Closed ikbensiep closed 9 months ago

ikbensiep commented 9 months ago

This PR implements dirt attrition when the car is outside of the racetrack (ie, slowing down), closing #8.

It uses the <g id="track"> layer loaded into the visually hidden iframe, to test the players x/y coordinates against <path id="racetrack">, using the svg method isPointinStroke().

This also meant a bit of a redo of track files (which were due for an overhaul anyway) to make sure a track complies with a few rules. Most notably, the track itself now must be the stroke on a vector path. In a previous version of the game we could get by with any vector shape as long as the track had a certain color. Read more below on the why and the how:

With trying this approach I can circumvent having to do a whole bunch of Pythagorean math to determine the on/off track status. The initial idea was to measure how far off the player is from an imagined straight line between the next and previous waypoints (by measuring the distance of a normal line square off of this line): image

Using the svg method(s) instead came at a price though. Chrome and Firefox are a bit fuzze on the documentation wether one should use new DOMPoint() or svg.createSVGPoint(). To top it off not all track files worked in the exact identical way, so when I was getting a lot off false responses to my checks it didn't occur to me that the path(s) I was doing checks on were not being rendered to screen and thus the function would always return false.

Because of some confusing results and me thinking the Stroke was too thin, I tried turning all stokes into svg shapes to test against that. Now I was getting some more confusing results, thinking that this method would test against an outer path (note how the path on the right has basically two outlines and a black will, because it is a shape with a hole punched into it, whereas the image on the left is just one stroked path without a fill color):

image

It took me way too long to realize that this method, along with its counterpart, isPointInFill(), require the svg to actually be drawn to the screen somewhere.

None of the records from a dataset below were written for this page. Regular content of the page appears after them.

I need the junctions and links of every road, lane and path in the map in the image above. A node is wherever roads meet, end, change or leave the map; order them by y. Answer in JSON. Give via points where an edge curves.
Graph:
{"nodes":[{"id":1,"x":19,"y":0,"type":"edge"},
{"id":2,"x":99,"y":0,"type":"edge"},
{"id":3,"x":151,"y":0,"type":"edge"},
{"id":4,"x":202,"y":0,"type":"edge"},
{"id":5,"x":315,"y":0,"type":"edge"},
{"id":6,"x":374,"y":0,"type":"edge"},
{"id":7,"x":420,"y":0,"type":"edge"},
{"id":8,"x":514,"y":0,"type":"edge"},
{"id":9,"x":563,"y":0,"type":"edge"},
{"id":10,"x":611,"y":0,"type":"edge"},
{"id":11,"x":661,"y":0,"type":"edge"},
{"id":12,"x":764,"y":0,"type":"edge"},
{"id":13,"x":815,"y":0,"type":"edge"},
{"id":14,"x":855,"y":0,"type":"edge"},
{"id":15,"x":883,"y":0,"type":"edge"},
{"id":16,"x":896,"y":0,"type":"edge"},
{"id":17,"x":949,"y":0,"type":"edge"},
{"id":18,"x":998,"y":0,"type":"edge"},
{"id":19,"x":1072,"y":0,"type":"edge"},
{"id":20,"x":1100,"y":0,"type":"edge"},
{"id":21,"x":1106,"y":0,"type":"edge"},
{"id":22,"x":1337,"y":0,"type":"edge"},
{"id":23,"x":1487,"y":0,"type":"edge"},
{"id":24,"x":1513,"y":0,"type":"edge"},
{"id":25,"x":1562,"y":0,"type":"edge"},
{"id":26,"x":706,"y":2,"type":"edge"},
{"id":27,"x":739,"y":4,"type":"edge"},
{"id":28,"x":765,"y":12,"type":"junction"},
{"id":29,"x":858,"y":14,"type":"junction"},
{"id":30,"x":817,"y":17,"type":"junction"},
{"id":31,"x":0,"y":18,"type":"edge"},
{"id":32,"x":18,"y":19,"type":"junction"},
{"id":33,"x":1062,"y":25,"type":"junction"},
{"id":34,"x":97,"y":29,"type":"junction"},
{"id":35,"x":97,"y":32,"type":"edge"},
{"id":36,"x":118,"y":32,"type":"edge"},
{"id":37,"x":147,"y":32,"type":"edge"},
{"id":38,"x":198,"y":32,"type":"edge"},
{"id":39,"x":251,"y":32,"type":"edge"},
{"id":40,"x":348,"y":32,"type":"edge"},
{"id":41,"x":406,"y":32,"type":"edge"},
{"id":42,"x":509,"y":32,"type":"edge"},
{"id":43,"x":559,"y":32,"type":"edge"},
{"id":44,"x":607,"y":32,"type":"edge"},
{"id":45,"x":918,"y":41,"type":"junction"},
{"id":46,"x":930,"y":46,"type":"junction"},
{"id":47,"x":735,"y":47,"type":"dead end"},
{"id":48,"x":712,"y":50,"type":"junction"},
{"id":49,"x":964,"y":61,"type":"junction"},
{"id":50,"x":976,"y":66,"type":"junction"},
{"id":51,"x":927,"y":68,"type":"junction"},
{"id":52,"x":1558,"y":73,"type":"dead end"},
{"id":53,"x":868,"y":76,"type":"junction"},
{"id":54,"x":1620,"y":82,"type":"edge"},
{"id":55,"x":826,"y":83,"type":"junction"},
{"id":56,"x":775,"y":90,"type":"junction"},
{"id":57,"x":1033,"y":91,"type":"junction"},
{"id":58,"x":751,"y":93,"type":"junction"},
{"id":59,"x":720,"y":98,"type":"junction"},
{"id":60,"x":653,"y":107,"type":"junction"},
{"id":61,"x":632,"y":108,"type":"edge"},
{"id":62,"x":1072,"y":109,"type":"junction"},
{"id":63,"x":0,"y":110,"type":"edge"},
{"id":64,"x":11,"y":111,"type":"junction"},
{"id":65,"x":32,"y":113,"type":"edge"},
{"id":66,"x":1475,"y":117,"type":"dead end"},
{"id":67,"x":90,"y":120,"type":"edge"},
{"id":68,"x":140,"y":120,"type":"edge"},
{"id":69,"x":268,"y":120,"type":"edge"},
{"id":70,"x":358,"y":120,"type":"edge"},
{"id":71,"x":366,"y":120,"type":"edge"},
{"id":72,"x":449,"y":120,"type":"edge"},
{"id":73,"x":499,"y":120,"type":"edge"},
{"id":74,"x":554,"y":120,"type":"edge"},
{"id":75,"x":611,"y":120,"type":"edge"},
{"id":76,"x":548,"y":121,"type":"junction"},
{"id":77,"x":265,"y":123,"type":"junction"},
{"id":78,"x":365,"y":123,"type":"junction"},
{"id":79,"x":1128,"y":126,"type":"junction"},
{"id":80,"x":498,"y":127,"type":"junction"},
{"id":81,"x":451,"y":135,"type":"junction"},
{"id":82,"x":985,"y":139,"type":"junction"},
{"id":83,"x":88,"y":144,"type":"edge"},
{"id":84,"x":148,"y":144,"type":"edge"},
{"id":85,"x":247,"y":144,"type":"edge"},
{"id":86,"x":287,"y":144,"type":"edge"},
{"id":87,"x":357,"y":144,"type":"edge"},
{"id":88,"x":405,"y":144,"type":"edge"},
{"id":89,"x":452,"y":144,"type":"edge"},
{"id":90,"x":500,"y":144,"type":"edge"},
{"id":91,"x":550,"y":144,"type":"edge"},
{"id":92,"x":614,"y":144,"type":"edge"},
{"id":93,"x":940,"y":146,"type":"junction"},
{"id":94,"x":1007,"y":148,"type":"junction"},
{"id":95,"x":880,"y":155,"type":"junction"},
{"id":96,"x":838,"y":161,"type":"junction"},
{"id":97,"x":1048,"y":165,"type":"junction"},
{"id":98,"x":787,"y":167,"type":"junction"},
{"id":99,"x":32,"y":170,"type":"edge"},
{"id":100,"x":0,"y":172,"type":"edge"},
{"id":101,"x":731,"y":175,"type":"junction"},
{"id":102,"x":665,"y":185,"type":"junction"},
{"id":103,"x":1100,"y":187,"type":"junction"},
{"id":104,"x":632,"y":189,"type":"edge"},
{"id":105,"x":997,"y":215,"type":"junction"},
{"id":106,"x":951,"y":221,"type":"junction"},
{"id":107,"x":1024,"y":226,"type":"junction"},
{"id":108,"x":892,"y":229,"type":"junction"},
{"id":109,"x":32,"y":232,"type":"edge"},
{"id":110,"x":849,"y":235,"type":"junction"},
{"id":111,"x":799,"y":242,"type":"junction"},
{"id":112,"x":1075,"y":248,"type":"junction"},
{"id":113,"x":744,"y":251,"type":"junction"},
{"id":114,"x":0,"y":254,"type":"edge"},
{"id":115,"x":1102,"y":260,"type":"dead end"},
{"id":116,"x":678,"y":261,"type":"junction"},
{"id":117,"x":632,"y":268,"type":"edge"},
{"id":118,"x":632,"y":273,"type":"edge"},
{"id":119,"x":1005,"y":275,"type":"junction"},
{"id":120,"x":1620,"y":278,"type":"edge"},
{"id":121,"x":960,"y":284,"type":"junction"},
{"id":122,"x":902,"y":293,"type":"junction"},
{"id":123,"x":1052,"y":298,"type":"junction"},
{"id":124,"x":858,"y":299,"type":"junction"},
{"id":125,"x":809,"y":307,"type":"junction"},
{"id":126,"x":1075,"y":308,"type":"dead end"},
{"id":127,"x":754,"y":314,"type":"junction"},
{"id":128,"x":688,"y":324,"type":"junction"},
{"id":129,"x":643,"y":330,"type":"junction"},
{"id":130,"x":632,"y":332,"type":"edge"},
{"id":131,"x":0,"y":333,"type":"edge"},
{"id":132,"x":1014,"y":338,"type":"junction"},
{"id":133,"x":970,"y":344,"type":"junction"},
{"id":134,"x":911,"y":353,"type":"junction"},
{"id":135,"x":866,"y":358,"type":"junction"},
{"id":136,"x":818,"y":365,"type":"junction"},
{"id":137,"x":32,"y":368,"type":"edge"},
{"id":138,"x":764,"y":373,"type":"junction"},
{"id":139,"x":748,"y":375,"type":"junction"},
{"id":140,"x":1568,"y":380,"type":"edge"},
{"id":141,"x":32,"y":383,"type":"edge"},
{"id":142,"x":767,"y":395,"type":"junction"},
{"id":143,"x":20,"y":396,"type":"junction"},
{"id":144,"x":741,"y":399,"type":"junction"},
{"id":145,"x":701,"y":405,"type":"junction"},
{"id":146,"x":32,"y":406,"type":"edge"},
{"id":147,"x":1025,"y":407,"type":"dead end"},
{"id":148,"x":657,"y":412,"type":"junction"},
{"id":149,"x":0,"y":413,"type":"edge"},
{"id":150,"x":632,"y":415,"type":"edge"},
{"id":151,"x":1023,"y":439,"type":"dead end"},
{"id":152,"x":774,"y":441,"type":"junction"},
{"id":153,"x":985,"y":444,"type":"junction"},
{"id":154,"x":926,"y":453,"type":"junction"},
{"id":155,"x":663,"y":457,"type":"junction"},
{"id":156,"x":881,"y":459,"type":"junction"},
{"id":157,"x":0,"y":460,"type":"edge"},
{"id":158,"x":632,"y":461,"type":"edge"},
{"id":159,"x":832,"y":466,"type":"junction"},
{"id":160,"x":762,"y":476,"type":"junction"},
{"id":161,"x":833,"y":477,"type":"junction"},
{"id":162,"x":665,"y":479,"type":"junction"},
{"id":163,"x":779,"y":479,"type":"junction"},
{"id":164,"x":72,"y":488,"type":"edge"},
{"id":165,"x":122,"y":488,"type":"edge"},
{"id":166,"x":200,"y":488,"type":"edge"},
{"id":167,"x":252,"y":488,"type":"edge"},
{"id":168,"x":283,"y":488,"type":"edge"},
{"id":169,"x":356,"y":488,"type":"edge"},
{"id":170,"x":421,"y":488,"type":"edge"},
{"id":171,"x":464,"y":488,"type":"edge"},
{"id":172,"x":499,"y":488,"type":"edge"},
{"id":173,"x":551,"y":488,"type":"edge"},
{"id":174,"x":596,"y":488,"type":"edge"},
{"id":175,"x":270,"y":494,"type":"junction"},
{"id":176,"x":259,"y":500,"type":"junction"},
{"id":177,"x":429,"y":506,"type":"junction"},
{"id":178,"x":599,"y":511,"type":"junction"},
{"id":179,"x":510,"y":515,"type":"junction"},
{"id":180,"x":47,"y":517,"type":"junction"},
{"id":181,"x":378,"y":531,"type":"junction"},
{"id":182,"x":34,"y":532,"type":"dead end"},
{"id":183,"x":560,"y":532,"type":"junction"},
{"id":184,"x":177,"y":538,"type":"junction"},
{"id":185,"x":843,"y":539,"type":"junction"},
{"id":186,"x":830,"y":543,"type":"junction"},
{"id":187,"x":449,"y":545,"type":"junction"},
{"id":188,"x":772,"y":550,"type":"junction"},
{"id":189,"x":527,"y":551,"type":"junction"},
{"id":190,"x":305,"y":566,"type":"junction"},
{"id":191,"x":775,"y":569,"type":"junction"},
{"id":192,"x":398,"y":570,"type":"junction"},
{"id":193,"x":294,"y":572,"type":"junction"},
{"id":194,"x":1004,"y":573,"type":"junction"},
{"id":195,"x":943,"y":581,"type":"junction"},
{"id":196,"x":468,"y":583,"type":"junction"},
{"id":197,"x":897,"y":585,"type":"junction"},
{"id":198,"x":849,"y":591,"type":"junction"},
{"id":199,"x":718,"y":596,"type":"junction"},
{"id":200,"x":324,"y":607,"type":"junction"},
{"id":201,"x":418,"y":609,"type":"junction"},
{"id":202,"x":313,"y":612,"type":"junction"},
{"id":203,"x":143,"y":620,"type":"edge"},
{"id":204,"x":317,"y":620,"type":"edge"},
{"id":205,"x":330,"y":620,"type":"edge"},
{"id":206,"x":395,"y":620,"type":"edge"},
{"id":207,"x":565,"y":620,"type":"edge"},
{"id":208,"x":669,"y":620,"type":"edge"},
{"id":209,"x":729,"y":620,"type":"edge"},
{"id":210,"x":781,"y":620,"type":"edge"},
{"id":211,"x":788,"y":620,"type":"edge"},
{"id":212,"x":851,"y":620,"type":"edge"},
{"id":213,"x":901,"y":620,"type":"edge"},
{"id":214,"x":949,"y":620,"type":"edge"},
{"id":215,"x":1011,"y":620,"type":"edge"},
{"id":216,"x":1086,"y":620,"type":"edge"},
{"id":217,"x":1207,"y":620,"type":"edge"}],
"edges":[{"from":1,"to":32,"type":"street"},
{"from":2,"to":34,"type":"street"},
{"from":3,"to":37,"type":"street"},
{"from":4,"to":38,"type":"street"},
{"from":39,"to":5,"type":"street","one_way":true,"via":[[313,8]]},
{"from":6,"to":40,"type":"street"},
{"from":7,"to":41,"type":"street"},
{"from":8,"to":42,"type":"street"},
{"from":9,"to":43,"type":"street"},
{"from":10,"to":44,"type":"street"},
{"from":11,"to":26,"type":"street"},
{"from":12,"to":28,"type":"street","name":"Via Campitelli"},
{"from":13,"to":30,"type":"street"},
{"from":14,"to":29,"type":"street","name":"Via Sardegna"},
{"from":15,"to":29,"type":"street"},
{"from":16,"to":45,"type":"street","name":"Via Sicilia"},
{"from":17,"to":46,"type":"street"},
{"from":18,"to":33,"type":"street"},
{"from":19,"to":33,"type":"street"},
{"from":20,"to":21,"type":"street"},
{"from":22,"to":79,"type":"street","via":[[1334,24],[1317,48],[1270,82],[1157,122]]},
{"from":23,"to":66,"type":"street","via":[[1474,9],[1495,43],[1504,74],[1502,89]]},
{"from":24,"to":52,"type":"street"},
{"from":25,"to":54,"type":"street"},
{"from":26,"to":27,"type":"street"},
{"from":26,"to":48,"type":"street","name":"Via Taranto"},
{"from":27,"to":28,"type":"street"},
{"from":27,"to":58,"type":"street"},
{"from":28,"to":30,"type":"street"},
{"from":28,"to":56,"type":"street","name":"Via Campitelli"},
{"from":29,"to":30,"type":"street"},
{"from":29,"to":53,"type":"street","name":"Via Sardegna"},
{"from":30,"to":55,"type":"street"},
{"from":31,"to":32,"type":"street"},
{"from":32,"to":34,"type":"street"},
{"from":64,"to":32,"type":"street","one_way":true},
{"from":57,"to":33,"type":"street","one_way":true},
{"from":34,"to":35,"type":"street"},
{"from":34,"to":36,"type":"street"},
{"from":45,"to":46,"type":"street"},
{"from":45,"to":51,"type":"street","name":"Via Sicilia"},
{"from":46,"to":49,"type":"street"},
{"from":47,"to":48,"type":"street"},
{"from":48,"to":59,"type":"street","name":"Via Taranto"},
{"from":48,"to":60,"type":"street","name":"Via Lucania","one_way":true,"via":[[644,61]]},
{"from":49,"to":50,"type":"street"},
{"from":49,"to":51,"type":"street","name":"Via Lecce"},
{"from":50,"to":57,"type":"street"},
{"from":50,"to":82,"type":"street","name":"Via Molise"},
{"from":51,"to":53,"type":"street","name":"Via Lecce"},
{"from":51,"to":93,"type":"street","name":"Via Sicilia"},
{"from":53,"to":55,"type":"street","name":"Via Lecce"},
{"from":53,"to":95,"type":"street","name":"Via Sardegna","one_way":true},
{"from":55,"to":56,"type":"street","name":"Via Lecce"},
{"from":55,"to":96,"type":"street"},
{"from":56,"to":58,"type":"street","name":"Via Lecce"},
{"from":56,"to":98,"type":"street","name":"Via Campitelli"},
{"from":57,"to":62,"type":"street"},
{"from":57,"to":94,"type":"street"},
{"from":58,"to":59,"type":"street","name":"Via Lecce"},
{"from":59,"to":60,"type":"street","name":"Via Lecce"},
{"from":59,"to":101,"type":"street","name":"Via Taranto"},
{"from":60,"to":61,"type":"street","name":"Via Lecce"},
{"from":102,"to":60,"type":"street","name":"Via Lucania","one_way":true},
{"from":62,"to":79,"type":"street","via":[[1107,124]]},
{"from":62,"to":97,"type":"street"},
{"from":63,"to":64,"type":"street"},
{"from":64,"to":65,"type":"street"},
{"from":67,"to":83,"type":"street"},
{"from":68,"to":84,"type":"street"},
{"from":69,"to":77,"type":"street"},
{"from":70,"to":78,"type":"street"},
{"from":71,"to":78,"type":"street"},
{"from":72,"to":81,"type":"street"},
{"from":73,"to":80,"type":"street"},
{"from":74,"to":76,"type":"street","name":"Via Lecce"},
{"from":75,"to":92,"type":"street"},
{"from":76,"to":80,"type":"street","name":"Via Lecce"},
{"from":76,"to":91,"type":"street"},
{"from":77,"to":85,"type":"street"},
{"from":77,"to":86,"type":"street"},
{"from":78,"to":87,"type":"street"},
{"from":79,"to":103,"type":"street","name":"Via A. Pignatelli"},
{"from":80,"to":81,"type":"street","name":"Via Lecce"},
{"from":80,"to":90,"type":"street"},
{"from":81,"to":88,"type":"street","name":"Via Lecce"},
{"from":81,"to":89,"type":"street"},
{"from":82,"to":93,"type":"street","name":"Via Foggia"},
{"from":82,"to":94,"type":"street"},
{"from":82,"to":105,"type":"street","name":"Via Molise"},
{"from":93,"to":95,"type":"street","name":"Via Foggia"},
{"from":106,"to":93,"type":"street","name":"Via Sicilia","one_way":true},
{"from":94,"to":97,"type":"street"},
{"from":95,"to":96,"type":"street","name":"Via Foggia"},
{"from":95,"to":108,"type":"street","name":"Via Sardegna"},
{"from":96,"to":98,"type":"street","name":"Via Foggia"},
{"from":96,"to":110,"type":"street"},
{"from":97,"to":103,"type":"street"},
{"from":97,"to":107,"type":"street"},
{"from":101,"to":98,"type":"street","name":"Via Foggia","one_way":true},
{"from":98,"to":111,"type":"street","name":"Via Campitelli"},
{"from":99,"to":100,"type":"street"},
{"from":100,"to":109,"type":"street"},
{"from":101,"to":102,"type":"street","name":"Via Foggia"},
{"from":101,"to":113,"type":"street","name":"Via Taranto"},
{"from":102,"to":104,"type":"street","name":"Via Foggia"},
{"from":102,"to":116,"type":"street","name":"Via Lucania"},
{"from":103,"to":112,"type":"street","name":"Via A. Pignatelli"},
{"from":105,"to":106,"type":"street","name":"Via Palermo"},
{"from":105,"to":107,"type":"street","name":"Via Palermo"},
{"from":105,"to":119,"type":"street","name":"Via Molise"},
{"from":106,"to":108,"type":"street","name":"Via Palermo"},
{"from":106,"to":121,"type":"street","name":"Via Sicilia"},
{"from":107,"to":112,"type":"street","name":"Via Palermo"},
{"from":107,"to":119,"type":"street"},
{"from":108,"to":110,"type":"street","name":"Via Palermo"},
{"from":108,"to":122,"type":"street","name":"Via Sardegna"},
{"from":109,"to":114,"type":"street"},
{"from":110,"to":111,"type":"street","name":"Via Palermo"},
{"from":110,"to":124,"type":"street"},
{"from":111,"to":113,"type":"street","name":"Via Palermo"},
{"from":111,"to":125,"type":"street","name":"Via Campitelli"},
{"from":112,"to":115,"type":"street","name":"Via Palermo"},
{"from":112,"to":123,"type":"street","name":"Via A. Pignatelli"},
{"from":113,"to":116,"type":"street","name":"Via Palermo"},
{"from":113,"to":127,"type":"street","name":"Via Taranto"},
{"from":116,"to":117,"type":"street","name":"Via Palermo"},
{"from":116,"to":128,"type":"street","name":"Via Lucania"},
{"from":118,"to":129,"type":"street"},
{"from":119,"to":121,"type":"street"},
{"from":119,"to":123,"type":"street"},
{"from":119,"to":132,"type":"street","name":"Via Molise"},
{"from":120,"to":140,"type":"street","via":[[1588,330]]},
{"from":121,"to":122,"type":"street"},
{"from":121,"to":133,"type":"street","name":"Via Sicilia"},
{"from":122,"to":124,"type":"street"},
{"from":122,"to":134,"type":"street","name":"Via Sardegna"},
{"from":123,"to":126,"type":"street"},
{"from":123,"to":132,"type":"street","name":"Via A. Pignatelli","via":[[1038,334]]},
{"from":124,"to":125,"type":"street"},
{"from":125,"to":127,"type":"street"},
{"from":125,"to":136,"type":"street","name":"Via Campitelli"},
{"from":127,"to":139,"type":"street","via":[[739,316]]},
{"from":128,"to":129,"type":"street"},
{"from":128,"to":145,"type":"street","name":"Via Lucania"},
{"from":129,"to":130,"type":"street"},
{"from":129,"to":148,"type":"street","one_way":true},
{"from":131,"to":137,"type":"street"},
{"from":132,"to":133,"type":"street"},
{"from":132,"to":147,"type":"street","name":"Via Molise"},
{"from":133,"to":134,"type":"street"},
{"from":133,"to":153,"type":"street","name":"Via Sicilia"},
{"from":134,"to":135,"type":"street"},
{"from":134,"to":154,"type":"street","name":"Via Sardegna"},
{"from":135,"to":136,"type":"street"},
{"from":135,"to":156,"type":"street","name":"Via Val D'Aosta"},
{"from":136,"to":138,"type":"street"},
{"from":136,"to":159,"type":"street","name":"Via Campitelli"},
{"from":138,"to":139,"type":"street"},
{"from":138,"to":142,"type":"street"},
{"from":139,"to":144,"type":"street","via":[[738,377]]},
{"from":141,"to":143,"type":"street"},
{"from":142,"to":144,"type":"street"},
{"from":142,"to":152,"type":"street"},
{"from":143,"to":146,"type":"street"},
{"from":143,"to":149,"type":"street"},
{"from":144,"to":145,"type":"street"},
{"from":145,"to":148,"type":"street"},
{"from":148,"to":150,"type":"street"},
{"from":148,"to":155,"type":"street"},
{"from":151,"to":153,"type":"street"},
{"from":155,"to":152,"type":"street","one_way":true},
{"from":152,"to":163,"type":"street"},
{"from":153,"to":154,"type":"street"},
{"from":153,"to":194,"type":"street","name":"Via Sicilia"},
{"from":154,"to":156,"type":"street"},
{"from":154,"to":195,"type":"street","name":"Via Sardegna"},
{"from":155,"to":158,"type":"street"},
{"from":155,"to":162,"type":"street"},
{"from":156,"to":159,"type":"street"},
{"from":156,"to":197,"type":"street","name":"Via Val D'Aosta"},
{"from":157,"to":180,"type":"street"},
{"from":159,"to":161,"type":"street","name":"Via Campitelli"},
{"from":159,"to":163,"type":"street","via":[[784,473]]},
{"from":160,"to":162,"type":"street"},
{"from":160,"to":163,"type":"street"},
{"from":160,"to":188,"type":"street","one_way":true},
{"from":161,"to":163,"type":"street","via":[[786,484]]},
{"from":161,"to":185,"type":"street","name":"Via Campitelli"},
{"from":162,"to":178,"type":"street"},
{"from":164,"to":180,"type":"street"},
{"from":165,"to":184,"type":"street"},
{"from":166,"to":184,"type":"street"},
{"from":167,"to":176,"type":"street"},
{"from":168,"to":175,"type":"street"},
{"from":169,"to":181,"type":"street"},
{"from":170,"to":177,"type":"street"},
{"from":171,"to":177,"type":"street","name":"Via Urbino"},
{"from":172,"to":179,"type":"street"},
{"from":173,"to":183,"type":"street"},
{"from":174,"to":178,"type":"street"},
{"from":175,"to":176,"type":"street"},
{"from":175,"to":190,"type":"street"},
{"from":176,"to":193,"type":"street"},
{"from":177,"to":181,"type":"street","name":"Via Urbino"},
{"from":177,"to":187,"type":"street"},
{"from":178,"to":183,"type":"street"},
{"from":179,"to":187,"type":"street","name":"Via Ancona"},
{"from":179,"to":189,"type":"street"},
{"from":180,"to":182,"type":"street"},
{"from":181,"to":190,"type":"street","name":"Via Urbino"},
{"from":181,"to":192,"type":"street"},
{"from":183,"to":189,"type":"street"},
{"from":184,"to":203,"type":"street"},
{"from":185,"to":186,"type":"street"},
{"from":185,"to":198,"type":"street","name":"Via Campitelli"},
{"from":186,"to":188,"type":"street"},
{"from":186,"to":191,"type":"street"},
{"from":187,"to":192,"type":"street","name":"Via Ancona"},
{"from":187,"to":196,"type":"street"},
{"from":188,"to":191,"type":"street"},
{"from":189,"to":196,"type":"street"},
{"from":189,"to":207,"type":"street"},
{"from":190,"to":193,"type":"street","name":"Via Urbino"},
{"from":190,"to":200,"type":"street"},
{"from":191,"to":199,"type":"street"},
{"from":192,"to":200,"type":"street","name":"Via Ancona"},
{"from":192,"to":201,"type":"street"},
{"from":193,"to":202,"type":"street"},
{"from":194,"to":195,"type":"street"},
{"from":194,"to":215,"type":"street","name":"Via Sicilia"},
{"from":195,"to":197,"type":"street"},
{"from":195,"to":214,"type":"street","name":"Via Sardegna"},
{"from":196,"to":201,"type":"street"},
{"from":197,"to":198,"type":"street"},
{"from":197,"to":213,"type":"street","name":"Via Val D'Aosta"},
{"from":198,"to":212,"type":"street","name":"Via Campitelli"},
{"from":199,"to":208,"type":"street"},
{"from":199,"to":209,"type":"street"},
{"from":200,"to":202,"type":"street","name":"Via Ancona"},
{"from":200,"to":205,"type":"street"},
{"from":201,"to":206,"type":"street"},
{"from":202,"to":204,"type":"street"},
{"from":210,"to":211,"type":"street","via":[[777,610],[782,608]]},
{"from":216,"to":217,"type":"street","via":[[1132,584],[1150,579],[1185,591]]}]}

This may sound logical, but I assumed that, since we can .querySelect() for paths on a visually hidden svg and read their xml properties -and the paths are really only a bit of math- these methods should always return correct information.

The iframe's job is to load in the entire svg, so that the entire svg file will have already been loaded when rendering out the separate layers of the svg in an img tag. Therefore, I put it in a hidden element along with some other items I want to preload. Turns out, I needed to not hide the iframe (well, not hide it entirely: of course I might still obscure it). But we still need it to be there!

Eddy's note: I'm writing this the day after and can't be bothered to find the SO link I found explaining an error I got saying stuff about a non-rendering element leading me to this insight

SVG track file rule changes

Once this confusion was cleared up, I was getting reliable results and that's where I made the decision to only stick with #racetrack's stroke outline.

This means we can definitively do away with the separate #path layer that used to house all the differently colored surface layers which would determine max speed / driveability, since we can check the actual #racetrack path that also gets rendered to screen. Less magic is good. image Old track file with a dedicated #path layer, containing separate colored shapes to give meaning to the surfaces.

So, with this change we'll now always be testing against the #racetrack outline/stroke. I'm actually in favor of this rule, and have been, because it makes laying out the track easier and consistent; in some cases i'd cheated and turned the racetrack into a filled shape, for example so that I could give it a little white outline to mark the track edge. Doing a track outline like that now means that you have to duplicate the #racetrack path, put this new copy below the racetrack and then increase the stoke width by a few pixels and make it light colored to make it outline the .. other outline :P image Example. Note how the racetrack outline is the exact same path, just a bit wider so that its color peeks out from underneath the racetrack surface.